Task goal
Report each line of the data below in which "roads" appears.

Saved data entries
= = = =

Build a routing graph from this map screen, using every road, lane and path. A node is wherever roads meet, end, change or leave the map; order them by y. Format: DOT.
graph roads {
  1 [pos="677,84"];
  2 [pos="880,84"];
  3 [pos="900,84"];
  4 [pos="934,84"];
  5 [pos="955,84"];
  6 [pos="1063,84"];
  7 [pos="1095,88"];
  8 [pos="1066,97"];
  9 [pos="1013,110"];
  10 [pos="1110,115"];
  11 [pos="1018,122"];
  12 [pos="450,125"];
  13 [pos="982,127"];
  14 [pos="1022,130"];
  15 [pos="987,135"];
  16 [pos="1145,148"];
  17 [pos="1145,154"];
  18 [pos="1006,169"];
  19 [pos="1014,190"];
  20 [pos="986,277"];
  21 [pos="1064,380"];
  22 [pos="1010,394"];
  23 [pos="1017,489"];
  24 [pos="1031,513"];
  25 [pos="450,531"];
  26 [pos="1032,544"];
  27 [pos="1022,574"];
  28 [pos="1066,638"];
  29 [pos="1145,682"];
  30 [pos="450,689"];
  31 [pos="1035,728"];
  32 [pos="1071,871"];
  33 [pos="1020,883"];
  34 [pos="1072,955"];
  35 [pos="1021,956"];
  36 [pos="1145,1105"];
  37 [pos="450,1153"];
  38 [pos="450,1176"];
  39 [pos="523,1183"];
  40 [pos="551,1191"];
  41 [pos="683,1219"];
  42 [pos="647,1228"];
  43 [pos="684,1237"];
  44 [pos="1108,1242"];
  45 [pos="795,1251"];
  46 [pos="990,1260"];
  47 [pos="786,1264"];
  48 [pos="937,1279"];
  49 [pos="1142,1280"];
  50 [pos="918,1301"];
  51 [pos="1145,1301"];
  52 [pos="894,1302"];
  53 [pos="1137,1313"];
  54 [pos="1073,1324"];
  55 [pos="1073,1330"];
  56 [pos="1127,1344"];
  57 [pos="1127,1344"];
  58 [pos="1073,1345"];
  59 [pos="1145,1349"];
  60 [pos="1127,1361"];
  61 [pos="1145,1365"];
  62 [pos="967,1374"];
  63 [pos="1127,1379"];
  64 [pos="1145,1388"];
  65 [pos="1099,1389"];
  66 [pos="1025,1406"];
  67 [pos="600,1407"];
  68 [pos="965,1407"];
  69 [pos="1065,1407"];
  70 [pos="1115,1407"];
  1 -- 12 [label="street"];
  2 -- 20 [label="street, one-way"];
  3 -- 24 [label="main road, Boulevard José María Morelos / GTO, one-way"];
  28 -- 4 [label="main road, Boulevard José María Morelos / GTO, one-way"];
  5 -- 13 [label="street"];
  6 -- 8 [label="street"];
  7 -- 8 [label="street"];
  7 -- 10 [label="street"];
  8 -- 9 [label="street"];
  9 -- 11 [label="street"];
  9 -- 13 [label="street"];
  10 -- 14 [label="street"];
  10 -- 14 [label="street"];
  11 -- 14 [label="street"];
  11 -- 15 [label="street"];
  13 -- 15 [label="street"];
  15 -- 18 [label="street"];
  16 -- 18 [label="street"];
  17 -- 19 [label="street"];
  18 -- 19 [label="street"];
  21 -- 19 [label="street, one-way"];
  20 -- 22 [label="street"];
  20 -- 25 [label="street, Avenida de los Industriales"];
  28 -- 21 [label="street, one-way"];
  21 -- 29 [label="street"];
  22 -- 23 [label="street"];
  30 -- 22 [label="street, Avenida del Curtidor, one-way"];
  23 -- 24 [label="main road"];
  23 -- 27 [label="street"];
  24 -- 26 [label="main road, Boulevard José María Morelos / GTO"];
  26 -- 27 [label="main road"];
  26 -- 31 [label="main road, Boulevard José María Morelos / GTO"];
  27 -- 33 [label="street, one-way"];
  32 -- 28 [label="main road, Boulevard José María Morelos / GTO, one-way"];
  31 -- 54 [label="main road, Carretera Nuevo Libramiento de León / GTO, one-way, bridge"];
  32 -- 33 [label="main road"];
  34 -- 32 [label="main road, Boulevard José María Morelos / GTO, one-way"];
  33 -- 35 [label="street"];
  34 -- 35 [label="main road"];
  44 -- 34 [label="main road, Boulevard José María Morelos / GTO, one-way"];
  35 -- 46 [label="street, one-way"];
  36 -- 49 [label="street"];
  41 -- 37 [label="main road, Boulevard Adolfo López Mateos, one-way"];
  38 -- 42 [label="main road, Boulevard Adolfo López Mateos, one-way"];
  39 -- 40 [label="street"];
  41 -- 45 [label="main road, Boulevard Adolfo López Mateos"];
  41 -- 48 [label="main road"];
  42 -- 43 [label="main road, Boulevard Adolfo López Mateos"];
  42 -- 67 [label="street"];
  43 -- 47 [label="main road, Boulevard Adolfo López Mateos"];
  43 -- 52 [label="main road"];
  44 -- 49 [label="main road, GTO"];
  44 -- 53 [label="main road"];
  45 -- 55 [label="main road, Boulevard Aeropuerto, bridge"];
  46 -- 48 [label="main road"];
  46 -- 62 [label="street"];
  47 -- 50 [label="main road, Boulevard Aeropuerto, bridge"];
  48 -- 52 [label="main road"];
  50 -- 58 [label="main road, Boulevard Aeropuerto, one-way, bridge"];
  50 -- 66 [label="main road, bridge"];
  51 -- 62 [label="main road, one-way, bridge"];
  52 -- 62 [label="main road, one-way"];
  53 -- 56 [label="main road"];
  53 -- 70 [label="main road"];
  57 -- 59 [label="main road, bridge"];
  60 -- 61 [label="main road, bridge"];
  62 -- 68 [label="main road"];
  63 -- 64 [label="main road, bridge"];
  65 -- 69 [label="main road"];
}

= = = =

Answer for the task
Build a routing graph from this map screen, using every road, lane and path. A node is wherever roads meet, end, change or leave the map; order them by y. Format: DOT.
graph roads {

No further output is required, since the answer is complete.